● **Exercise directions**
Copy each entry below exactly.

** Opening Material for this task block **

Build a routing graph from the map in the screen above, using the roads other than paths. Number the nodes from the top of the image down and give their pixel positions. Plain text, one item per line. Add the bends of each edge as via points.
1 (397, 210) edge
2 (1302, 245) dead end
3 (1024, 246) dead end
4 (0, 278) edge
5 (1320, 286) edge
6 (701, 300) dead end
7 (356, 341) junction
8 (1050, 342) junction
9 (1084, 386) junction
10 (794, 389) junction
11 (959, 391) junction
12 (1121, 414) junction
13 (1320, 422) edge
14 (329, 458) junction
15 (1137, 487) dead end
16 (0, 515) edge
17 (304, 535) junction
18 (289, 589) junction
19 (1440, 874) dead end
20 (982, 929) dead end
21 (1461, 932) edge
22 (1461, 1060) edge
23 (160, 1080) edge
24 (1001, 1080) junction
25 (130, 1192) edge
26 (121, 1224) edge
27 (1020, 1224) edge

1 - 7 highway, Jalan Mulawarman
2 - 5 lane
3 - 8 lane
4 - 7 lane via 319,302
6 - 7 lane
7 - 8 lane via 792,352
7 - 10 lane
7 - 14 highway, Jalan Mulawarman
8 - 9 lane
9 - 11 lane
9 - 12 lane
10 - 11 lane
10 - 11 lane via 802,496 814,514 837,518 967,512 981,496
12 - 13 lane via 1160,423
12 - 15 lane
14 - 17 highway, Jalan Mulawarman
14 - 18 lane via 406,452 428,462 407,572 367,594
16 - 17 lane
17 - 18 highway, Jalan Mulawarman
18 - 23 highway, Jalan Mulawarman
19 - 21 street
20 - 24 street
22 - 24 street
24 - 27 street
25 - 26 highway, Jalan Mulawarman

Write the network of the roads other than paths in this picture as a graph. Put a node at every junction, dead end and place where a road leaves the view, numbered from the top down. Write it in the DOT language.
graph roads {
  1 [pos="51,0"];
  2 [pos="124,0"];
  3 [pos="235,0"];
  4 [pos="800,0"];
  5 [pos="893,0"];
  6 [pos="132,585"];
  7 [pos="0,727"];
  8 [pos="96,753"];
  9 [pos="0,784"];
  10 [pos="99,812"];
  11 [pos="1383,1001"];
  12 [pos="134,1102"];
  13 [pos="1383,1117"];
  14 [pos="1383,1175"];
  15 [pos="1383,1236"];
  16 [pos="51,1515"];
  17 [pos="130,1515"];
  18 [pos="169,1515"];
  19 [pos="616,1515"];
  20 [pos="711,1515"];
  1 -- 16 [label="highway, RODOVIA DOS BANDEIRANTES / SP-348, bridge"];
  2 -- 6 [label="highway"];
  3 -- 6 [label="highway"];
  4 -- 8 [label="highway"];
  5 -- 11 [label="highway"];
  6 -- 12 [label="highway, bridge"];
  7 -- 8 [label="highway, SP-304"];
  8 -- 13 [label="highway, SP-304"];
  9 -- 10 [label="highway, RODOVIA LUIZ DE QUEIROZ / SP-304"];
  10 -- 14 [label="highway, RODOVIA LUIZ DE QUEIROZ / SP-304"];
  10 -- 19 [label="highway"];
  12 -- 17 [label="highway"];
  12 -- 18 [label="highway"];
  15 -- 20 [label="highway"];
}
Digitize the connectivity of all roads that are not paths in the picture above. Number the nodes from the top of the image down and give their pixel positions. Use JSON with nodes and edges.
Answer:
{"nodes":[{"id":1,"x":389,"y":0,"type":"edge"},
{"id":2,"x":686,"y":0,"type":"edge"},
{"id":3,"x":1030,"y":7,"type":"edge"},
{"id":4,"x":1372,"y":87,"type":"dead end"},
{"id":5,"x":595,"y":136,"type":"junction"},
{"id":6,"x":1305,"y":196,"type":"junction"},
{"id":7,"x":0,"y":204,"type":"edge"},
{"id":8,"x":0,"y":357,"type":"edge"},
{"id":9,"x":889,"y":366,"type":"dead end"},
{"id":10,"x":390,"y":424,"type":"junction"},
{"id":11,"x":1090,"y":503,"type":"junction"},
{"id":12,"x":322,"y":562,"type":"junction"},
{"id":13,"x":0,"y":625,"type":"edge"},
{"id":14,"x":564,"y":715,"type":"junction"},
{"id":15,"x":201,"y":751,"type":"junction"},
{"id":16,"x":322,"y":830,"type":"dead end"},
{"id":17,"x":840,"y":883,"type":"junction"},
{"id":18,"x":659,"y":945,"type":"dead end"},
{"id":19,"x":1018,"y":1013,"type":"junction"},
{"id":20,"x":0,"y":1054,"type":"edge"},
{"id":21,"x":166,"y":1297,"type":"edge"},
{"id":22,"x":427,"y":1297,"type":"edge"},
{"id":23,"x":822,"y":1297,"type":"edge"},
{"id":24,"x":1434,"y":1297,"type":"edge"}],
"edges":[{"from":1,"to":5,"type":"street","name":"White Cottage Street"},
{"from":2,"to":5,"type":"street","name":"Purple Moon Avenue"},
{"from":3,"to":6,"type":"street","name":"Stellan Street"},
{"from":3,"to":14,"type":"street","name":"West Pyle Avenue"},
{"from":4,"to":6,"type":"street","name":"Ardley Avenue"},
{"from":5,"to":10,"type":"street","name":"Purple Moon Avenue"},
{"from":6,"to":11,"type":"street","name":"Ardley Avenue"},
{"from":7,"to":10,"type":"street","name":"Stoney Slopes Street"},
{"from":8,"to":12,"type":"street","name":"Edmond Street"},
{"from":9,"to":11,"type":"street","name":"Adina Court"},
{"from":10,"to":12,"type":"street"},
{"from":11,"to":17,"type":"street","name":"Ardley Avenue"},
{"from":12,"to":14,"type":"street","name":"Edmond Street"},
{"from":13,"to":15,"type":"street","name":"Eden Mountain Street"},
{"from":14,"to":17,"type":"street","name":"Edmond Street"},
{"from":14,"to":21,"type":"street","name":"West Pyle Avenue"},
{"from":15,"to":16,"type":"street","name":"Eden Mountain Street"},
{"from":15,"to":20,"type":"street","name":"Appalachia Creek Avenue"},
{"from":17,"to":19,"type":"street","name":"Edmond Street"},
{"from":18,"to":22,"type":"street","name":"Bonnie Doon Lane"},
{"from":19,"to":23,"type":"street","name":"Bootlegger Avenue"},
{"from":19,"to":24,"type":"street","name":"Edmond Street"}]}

** Closing Material for this task block **

● **Reply**
Build a routing graph from the map in the screen above, using the roads other than paths. Number the nodes from the top of the image down and give their pixel positions. Plain text, one item per line. Add the bends of each edge as via points.
1 (397, 210) edge
2 (1302, 245) dead end
3 (1024, 246) dead end
4 (0, 278) edge
5 (1320, 286) edge
6 (701, 300) dead end
7 (356, 341) junction
8 (1050, 342) junction
9 (1084, 386) junction
10 (794, 389) junction
11 (959, 391) junction
12 (1121, 414) junction
13 (1320, 422) edge
14 (329, 458) junction
15 (1137, 487) dead end
16 (0, 515) edge
17 (304, 535) junction
18 (289, 589) junction
19 (1440, 874) dead end
20 (982, 929) dead end
21 (1461, 932) edge
22 (1461, 1060) edge
23 (160, 1080) edge
24 (1001, 1080) junction
25 (130, 1192) edge
26 (121, 1224) edge
27 (1020, 1224) edge

1 - 7 highway, Jalan Mulawarman
2 - 5 lane
3 - 8 lane
4 - 7 lane via 319,302
6 - 7 lane
7 - 8 lane via 792,352
7 - 10 lane
7 - 14 highway, Jalan Mulawarman
8 - 9 lane
9 - 11 lane
9 - 12 lane
10 - 11 lane
10 - 11 lane via 802,496 814,514 837,518 967,512 981,496
12 - 13 lane via 1160,423
12 - 15 lane
14 - 17 highway, Jalan Mulawarman
14 - 18 lane via 406,452 428,462 407,572 367,594
16 - 17 lane
17 - 18 highway, Jalan Mulawarman
18 - 23 highway, Jalan Mulawarman
19 - 21 street
20 - 24 street
22 - 24 street
24 - 27 street
25 - 26 highway, Jalan Mulawarman

Write the network of the roads other than paths in this picture as a graph. Put a node at every junction, dead end and place where a road leaves the view, numbered from the top down. Write it in the DOT language.
graph roads {
  1 [pos="51,0"];
  2 [pos="124,0"];
  3 [pos="235,0"];
  4 [pos="800,0"];
  5 [pos="893,0"];
  6 [pos="132,585"];
  7 [pos="0,727"];
  8 [pos="96,753"];
  9 [pos="0,784"];
  10 [pos="99,812"];
  11 [pos="1383,1001"];
  12 [pos="134,1102"];
  13 [pos="1383,1117"];
  14 [pos="1383,1175"];
  15 [pos="1383,1236"];
  16 [pos="51,1515"];
  17 [pos="130,1515"];
  18 [pos="169,1515"];
  19 [pos="616,1515"];
  20 [pos="711,1515"];
  1 -- 16 [label="highway, RODOVIA DOS BANDEIRANTES / SP-348, bridge"];
  2 -- 6 [label="highway"];
  3 -- 6 [label="highway"];
  4 -- 8 [label="highway"];
  5 -- 11 [label="highway"];
  6 -- 12 [label="highway, bridge"];
  7 -- 8 [label="highway, SP-304"];
  8 -- 13 [label="highway, SP-304"];
  9 -- 10 [label="highway, RODOVIA LUIZ DE QUEIROZ / SP-304"];
  10 -- 14 [label="highway, RODOVIA LUIZ DE QUEIROZ / SP-304"];
  10 -- 19 [label="highway"];
  12 -- 17 [label="highway"];
  12 -- 18 [label="highway"];
  15 -- 20 [label="highway"];
}
Digitize the connectivity of all roads that are not paths in the picture above. Number the nodes from the top of the image down and give their pixel positions. Use JSON with nodes and edges.
Answer:
{"nodes":[{"id":1,"x":389,"y":0,"type":"edge"},
{"id":2,"x":686,"y":0,"type":"edge"},
{"id":3,"x":1030,"y":7,"type":"edge"},
{"id":4,"x":1372,"y":87,"type":"dead end"},
{"id":5,"x":595,"y":136,"type":"junction"},
{"id":6,"x":1305,"y":196,"type":"junction"},
{"id":7,"x":0,"y":204,"type":"edge"},
{"id":8,"x":0,"y":357,"type":"edge"},
{"id":9,"x":889,"y":366,"type":"dead end"},
{"id":10,"x":390,"y":424,"type":"junction"},
{"id":11,"x":1090,"y":503,"type":"junction"},
{"id":12,"x":322,"y":562,"type":"junction"},
{"id":13,"x":0,"y":625,"type":"edge"},
{"id":14,"x":564,"y":715,"type":"junction"},
{"id":15,"x":201,"y":751,"type":"junction"},
{"id":16,"x":322,"y":830,"type":"dead end"},
{"id":17,"x":840,"y":883,"type":"junction"},
{"id":18,"x":659,"y":945,"type":"dead end"},
{"id":19,"x":1018,"y":1013,"type":"junction"},
{"id":20,"x":0,"y":1054,"type":"edge"},
{"id":21,"x":166,"y":1297,"type":"edge"},
{"id":22,"x":427,"y":1297,"type":"edge"},
{"id":23,"x":822,"y":1297,"type":"edge"},
{"id":24,"x":1434,"y":1297,"type":"edge"}],
"edges":[{"from":1,"to":5,"type":"street","name":"White Cottage Street"},
{"from":2,"to":5,"type":"street","name":"Purple Moon Avenue"},
{"from":3,"to":6,"type":"street","name":"Stellan Street"},
{"from":3,"to":14,"type":"street","name":"West Pyle Avenue"},
{"from":4,"to":6,"type":"street","name":"Ardley Avenue"},
{"from":5,"to":10,"type":"street","name":"Purple Moon Avenue"},
{"from":6,"to":11,"type":"street","name":"Ardley Avenue"},
{"from":7,"to":10,"type":"street","name":"Stoney Slopes Street"},
{"from":8,"to":12,"type":"street","name":"Edmond Street"},
{"from":9,"to":11,"type":"street","name":"Adina Court"},
{"from":10,"to":12,"type":"street"},
{"from":11,"to":17,"type":"street","name":"Ardley Avenue"},
{"from":12,"to":14,"type":"street","name":"Edmond Street"},
{"from":13,"to":15,"type":"street","name":"Eden Mountain Street"},
{"from":14,"to":17,"type":"street","name":"Edmond Street"},
{"from":14,"to":21,"type":"street","name":"West Pyle Avenue"},
{"from":15,"to":16,"type":"street","name":"Eden Mountain Street"},
{"from":15,"to":20,"type":"street","name":"Appalachia Creek Avenue"},
{"from":17,"to":19,"type":"street","name":"Edmond Street"},
{"from":18,"to":22,"type":"street","name":"Bonnie Doon Lane"},
{"from":19,"to":23,"type":"street","name":"Bootlegger Avenue"},
{"from":19,"to":24,"type":"street","name":"Edmond Street"}]}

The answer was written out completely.